Required work: Write out exactly the lines running from the line that includes "Turn all roads" to the end of the data, both ends included, and nothing besides.
:: Given data ::
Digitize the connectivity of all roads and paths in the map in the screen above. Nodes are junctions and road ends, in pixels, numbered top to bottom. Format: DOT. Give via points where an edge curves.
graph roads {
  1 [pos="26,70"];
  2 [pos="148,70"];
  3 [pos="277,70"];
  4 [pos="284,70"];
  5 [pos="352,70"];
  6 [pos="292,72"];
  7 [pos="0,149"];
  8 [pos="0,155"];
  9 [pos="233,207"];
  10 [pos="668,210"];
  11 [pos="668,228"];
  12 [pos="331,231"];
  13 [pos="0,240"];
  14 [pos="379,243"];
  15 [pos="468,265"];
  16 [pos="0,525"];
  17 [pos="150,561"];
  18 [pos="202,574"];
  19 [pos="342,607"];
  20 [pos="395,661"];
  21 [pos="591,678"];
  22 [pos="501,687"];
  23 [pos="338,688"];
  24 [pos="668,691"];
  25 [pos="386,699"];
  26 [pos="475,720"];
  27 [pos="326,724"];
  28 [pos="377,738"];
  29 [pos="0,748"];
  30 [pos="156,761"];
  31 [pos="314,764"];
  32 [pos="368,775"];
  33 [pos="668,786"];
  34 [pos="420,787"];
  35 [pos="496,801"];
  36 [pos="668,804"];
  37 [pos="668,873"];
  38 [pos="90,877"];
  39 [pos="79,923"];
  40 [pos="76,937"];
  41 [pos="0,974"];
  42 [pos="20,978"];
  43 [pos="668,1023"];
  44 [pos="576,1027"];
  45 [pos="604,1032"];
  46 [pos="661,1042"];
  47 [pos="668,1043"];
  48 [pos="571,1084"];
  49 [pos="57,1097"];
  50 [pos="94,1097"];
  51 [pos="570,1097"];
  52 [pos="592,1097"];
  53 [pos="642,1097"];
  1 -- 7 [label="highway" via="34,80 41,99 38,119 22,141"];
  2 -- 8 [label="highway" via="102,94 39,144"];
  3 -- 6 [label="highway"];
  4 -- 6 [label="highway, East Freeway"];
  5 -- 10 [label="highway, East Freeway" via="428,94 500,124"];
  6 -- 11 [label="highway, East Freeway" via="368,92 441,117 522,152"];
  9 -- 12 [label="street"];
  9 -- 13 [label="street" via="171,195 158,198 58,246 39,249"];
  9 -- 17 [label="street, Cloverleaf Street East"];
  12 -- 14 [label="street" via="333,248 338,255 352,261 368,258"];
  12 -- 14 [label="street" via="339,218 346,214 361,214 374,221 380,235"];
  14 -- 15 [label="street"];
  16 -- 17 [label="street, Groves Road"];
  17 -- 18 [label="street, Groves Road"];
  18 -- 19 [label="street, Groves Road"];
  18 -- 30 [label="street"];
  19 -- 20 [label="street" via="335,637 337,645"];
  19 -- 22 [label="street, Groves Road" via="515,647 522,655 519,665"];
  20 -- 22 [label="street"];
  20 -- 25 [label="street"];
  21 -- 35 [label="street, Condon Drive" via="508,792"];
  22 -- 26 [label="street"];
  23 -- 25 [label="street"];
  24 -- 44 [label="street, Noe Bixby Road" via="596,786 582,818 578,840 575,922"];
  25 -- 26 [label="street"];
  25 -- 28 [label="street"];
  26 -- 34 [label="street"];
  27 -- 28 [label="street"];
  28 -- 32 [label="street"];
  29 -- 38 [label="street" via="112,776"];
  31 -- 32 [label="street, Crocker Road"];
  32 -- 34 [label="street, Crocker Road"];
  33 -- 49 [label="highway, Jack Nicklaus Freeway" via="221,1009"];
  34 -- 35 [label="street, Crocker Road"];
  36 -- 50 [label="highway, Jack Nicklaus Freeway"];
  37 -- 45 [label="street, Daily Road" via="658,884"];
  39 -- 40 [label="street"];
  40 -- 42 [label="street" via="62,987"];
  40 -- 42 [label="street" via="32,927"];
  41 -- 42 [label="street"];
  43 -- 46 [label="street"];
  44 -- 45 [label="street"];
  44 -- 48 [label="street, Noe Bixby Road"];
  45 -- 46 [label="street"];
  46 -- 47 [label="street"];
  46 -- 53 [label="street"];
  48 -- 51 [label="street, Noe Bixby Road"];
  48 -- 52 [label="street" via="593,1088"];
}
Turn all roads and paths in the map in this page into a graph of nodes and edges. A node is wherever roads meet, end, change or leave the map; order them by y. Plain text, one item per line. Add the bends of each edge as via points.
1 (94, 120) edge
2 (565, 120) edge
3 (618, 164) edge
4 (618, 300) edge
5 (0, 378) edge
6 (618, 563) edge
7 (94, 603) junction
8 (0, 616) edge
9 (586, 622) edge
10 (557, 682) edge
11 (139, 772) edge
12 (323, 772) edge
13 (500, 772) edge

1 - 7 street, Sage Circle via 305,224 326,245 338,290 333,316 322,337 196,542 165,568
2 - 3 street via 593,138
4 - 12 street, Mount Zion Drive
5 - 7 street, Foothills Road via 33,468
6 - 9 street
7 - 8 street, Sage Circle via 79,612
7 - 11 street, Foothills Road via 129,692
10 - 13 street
:::
Problem solution:
Turn all roads and paths in the map in this page into a graph of nodes and edges. A node is wherever roads meet, end, change or leave the map; order them by y. Plain text, one item per line. Add the bends of each edge as via points.
1 (94, 120) edge
2 (565, 120) edge
3 (618, 164) edge
4 (618, 300) edge
5 (0, 378) edge
6 (618, 563) edge
7 (94, 603) junction
8 (0, 616) edge
9 (586, 622) edge
10 (557, 682) edge
11 (139, 772) edge
12 (323, 772) edge
13 (500, 772) edge

1 - 7 street, Sage Circle via 305,224 326,245 338,290 333,316 322,337 196,542 165,568
2 - 3 street via 593,138
4 - 12 street, Mount Zion Drive
5 - 7 street, Foothills Road via 33,468
6 - 9 street
7 - 8 street, Sage Circle via 79,612
7 - 11 street, Foothills Road via 129,692
10 - 13 street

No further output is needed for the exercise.